The reasons why high porosities that have been unattainable by the prior art in insulation layers thinner than 500 μm can be realized by the process of the present invention are described below in greater detail with reference to FIG. 11 which shows a specific example of coating, molding and curing operations to be performed in the present invention.

In FIG. 11, part of the die which is one component of the applicator 204 and part of the pointer which the other component of said applicator are indicated by 208 and 209, respectively. Shown by numeral reference 205 is a heater and 206 refers to part of a molding/curling unit. A coated layer 224 formed over the conductor 201 as it passes through the die 208 and pointer 209 in the applicator 204 is composed of a resin composition 222 chiefly composed of an ultraviolet radiation curable resin having heat expansible microspheres incorporated therein. As it passes through the heater 205, the coated layer 224 is heated at 50°-200° C. and the microspheres 223 in the layer 224 are expanded to increase its outside diameter while it is directed into the molding/curing unit 206 where both shaping and exposure to an energy radiation (in the case under consideration, ultraviolet rays) are to be performed. The outside diameter of the coated layer 224 is restricted by the molding means 210 which is a quartz sizing jig, so in order to provide a maximum volume for voids (pores), a foamed coating layer having a "honeycomb" cross section is formed and at the same time, the ultraviolet curable resin undergoes a curing reaction by exposure to the energy of ultraviolet radiation emitted from an uv-ir lamp 211, to thereby form a foamed insulation coating layer 202 having the cross-sectional structure shown in FIG. 11. Shown by numeral reference 212 is a reflecting mirror, and 213 is the emitted uv-ir radiation.

EXAMPLE 5

Thermally heat expansible microspheres (Expancel DUT of Kema Nobel, Inc.) that had an isobutane gas releasing foaming agent confined in the shell of a vinylidene chloride-acrylonitrile copolymer (average particle size, 10 μm; shell thickness, 1-2 μm) were added to and dispersed in an amount of 30 vol % in an ultraviolet curable silicone resin (dielectric constant after curing, 2.9; breaking extension, 130 %) having a viscosity of 1,000 cPs, to thereby prepare a coating resin composition having a viscosity of 10,000 cPs. This resin composition was applied over an electric wire and the coating was cured and molded as accompanied by sizing in accordance with the production line shown in FIGS. 10 and 11.

The resin composition was coated around a silver plated copper wire (o.d. 150 μm) in a thickness of 35 μm by means of a pressure coating die 204. The wire was then passed through a heating furnace 205 at 150° C. to expand and activate the microspheres in the coated layer. The wire was passed in-line through a pure quartz sizing die 210 that was integral with an uv-ir lamp 211 in such a way that the cavity in the die could be irradiated with uv-ir rays 213. The microspheres in the coated layer were further expanded thermally within the sizing die 210 and at the same time, the coated layer was forcefully shaped and allowed to cure to produce an insulated electric wire having an outside diameter of 450 μmφ (coating thickness, 150 μm) as shown in cross section in FIG. 10. The pores in the insulation layer had been expanded to 30-40 μm.
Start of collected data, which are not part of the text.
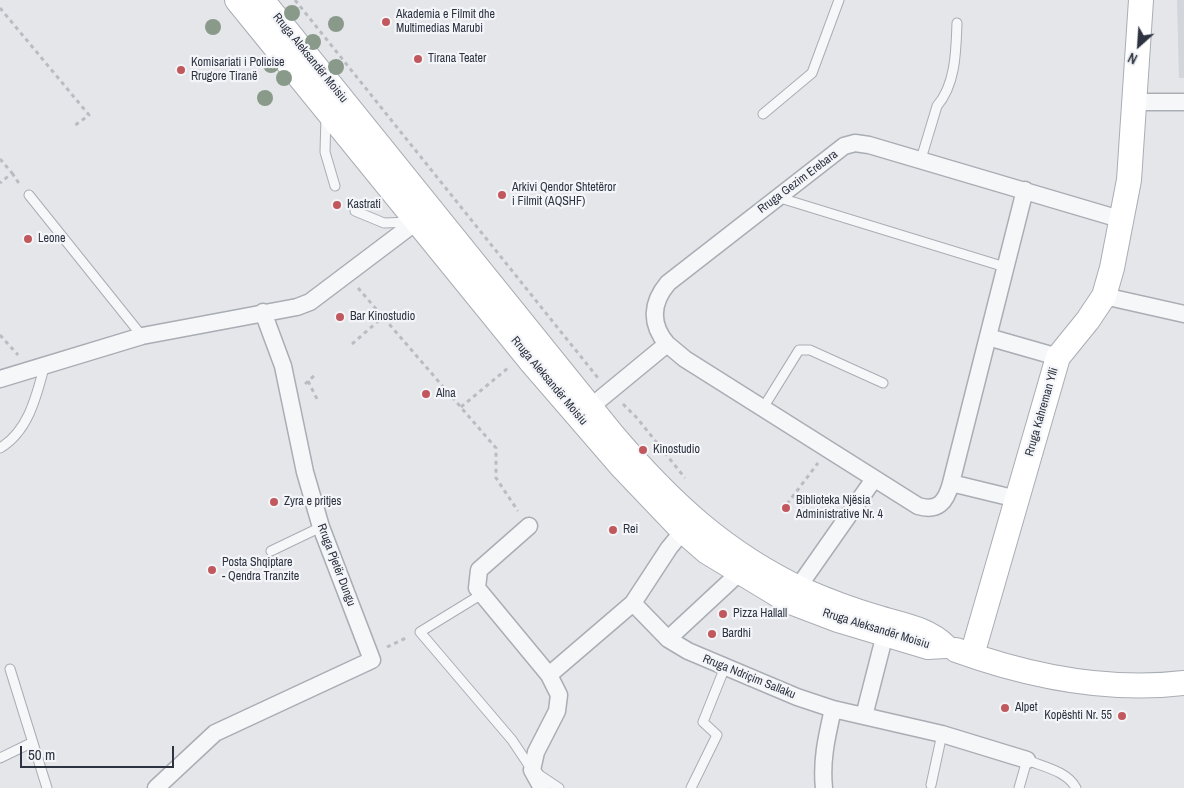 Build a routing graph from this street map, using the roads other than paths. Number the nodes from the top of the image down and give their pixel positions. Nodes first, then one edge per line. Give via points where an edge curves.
1 (237, 0) edge
2 (262, 0) edge
3 (839, 0) edge
4 (1141, 0) edge
5 (957, 23) dead end
6 (1136, 102) junction
7 (1184, 102) edge
8 (327, 110) junction
9 (764, 114) dead end
10 (921, 159) junction
11 (335, 186) dead end
12 (1025, 190) junction
13 (29, 195) dead end
14 (777, 197) junction
15 (355, 211) dead end
16 (1123, 220) junction
17 (416, 222) junction
18 (1005, 267) junction
19 (1104, 296) junction
20 (263, 312) junction
21 (1184, 314) edge
22 (142, 336) junction
23 (988, 336) junction
24 (667, 344) junction
25 (1058, 357) junction
26 (45, 364) junction
27 (0, 379) edge
28 (883, 383) dead end
29 (763, 408) junction
30 (584, 412) junction
31 (0, 448) edge
32 (874, 479) junction
33 (951, 483) junction
34 (1017, 499) junction
35 (321, 526) junction
36 (528, 526) road end
37 (683, 531) junction
38 (271, 551) dead end
39 (739, 573) junction
40 (482, 594) junction
41 (793, 594) junction
42 (633, 603) junction
43 (885, 634) junction
44 (668, 639) junction
45 (946, 646) junction
46 (972, 656) junction
47 (725, 667) junction
48 (10, 669) dead end
49 (550, 675) junction
50 (1184, 684) edge
51 (833, 709) junction
52 (864, 716) junction
53 (942, 734) junction
54 (31, 743) junction
55 (0, 758) edge
56 (1027, 760) junction
57 (532, 770) junction
58 (931, 785) dead end
59 (47, 788) edge
60 (156, 788) edge
61 (542, 788) edge
62 (559, 788) edge
63 (690, 788) edge
64 (824, 788) edge
65 (1019, 788) edge
66 (1076, 788) edge

1 - 8 main road, Rruga Aleksandër Moisiu
2 - 30 main road, Rruga Aleksandër Moisiu
3 - 9 lane via 812,73
4 - 6 main road, Rruga Kahreman Ylli
5 - 10 lane via 951,81 937,106
6 - 7 street
6 - 16 main road, Rruga Kahreman Ylli
8 - 11 lane via 325,152
8 - 17 main road, Rruga Aleksandër Moisiu
10 - 12 street, Rruga Gezim Erebara
10 - 14 street, Rruga Gezim Erebara via 855,143 844,146
12 - 16 street, Rruga Gezim Erebara
12 - 18 street
13 - 22 lane
14 - 18 lane
14 - 24 street, Rruga Gezim Erebara via 660,292 655,303 655,325
15 - 17 lane via 384,223
16 - 19 main road, Rruga Kahreman Ylli
17 - 20 street via 310,302
17 - 30 main road, Rruga Aleksandër Moisiu
18 - 23 street
19 - 21 street
19 - 25 main road, Rruga Kahreman Ylli
20 - 22 street
20 - 35 street, Rruga Pjetër Dungu via 283,366 305,472
22 - 26 street
23 - 25 street
23 - 33 street
24 - 29 street
24 - 30 street
25 - 34 main road, Rruga Kahreman Ylli
26 - 27 street
26 - 31 lane via 36,398 24,424 12,441
28 - 29 lane via 810,350 800,350
29 - 32 street
30 - 37 main road, Rruga Aleksandër Moisiu via 621,466
30 - 41 main road, Rruga Aleksandër Moisiu via 703,528
32 - 33 street via 928,509 944,501
32 - 41 street
33 - 34 street
34 - 46 main road, Rruga Kahreman Ylli
35 - 38 lane
35 - 60 street, Rruga Pjetër Dungu via 372,660 215,734
36 - 40 street via 479,570 476,588
37 - 39 main road, Rruga Aleksandër Moisiu via 706,552
37 - 42 street
39 - 41 main road, Rruga Aleksandër Moisiu
39 - 44 street
40 - 49 street
40 - 57 lane via 420,632 512,740
41 - 43 main road, Rruga Aleksandër Moisiu via 838,620
41 - 45 main road, Rruga Aleksandër Moisiu via 848,607 933,634
42 - 44 street, Rruga Ndriçim Sallaku
42 - 49 street
43 - 45 main road, Rruga Aleksandër Moisiu via 928,647
43 - 52 street
44 - 47 street, Rruga Ndriçim Sallaku
45 - 46 main road, Rruga Aleksandër Moisiu
46 - 50 main road, Rruga Aleksandër Moisiu via 1089,682 1145,687
47 - 51 street, Rruga Ndriçim Sallaku
47 - 63 lane via 702,722 717,735
48 - 54 lane
49 - 57 street via 559,696 557,711 536,752
51 - 52 street, Rruga Ndriçim Sallaku
51 - 64 street via 823,751
52 - 53 street, Rruga Ndriçim Sallaku
53 - 56 street, Rruga Ndriçim Sallaku
53 - 58 lane
54 - 55 lane
54 - 59 lane
56 - 65 lane
56 - 66 lane via 1061,773
57 - 61 street
57 - 62 lane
In the operation described above, the coated conductor was allowed to pass smoothly through the sizing die by continuously supplying a lube oil (silicone oil) onto the inner surface of the die from portion A in FIG. 11.

The coating on the insulated electric wire produced in this example was found to have a porosity of 95% as measured by the density method and its dielectric constant was 1.10. The surface of the coating surface was smooth, and the contents thereof was of a complete honeycomb structure.
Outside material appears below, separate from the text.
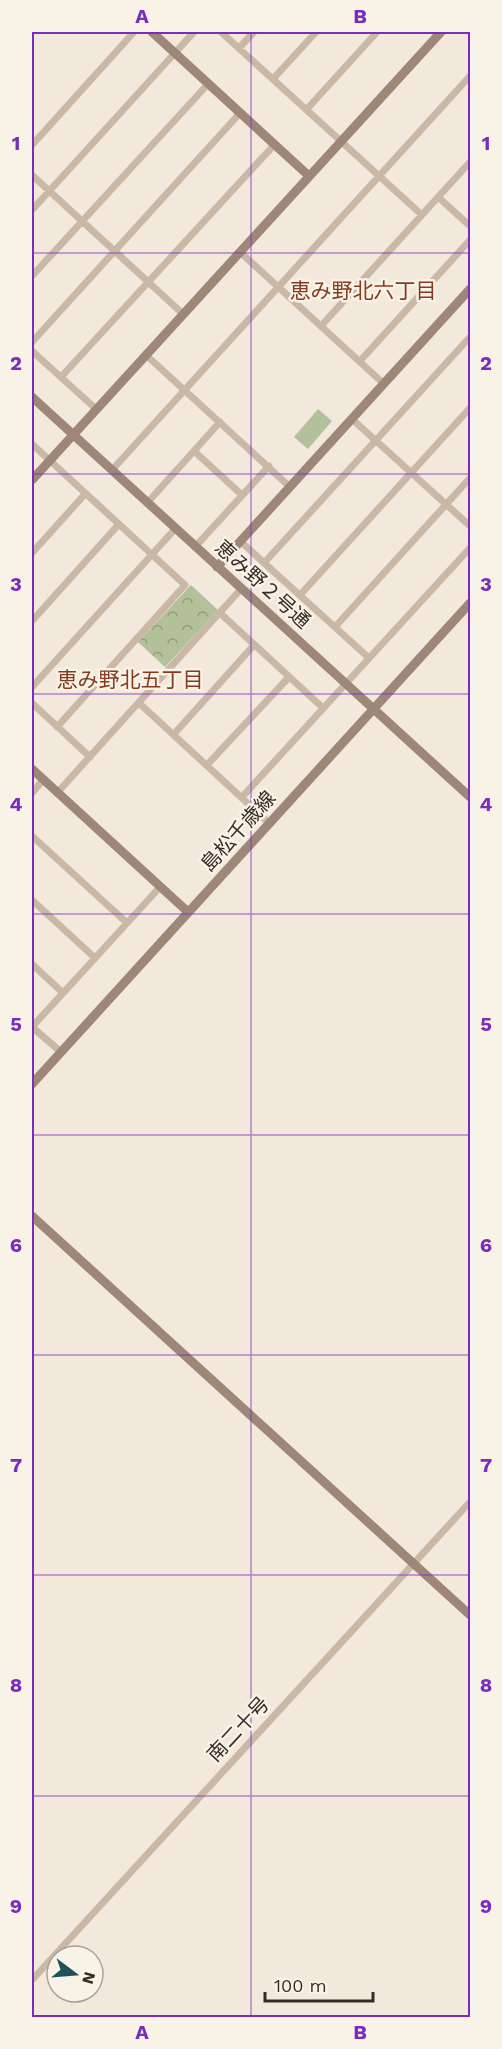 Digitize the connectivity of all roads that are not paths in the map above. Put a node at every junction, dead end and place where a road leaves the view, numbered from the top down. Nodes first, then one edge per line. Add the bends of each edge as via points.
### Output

FIG. 12 is a cross section of an example of the insulated electric wire of the present invention. Shown by numeral reference 301 is a conductor and 302 is an insulation layer that is formed around the conductor by coating an energy radiation curable resin 322 having microspheres 321 incorporated therein. As shown, the outside diameter of the microspheres 321 in the insulation layer 302 increases toward the conductor 301 and decreases gradually toward the periphery of the insulation layer 302.

The process for producing the insulated electric wire of the present invention in which the outside diameter of microspheres in the insulation coating layer has such a distribution that it increases toward the conductor is described below with the embodiment shown in FIG. 13 being taken as an example. A conductor 301 delivered from a supply unit 303 is heated preliminarily in a heater 306. The conductor then enters a resin applicator 304, in which a coating resin composition having microspheres 302 incorporated in an energy radiation curable resin is coated around the conductor 301. The temperature for preliminary heating is preferably within the range of from about 100° to 300° C. The applied coating resin composition is cured in a resin curing unit 305 by exposure to an energy radiation such as heat, ultraviolet rays or electron beams and a resin coating 302 is formed over the conductor 301. Since the conductor 301 is preliminarily heated, the microspheres that are closer to the conductor are expanded by a greater degree than those remote from the conductor. Reference numeral 307 indicates a take-up unit for taking up the coated conductor 301.

As shown in FIG. 12, the outside diameter of microspheres in the insulation coating layer increases toward the conductor, so the insulated electric wire of the present invention has the advantage that dielectric constant in the vicinity of the conductor is sufficiently low to insure satisfactory insulation.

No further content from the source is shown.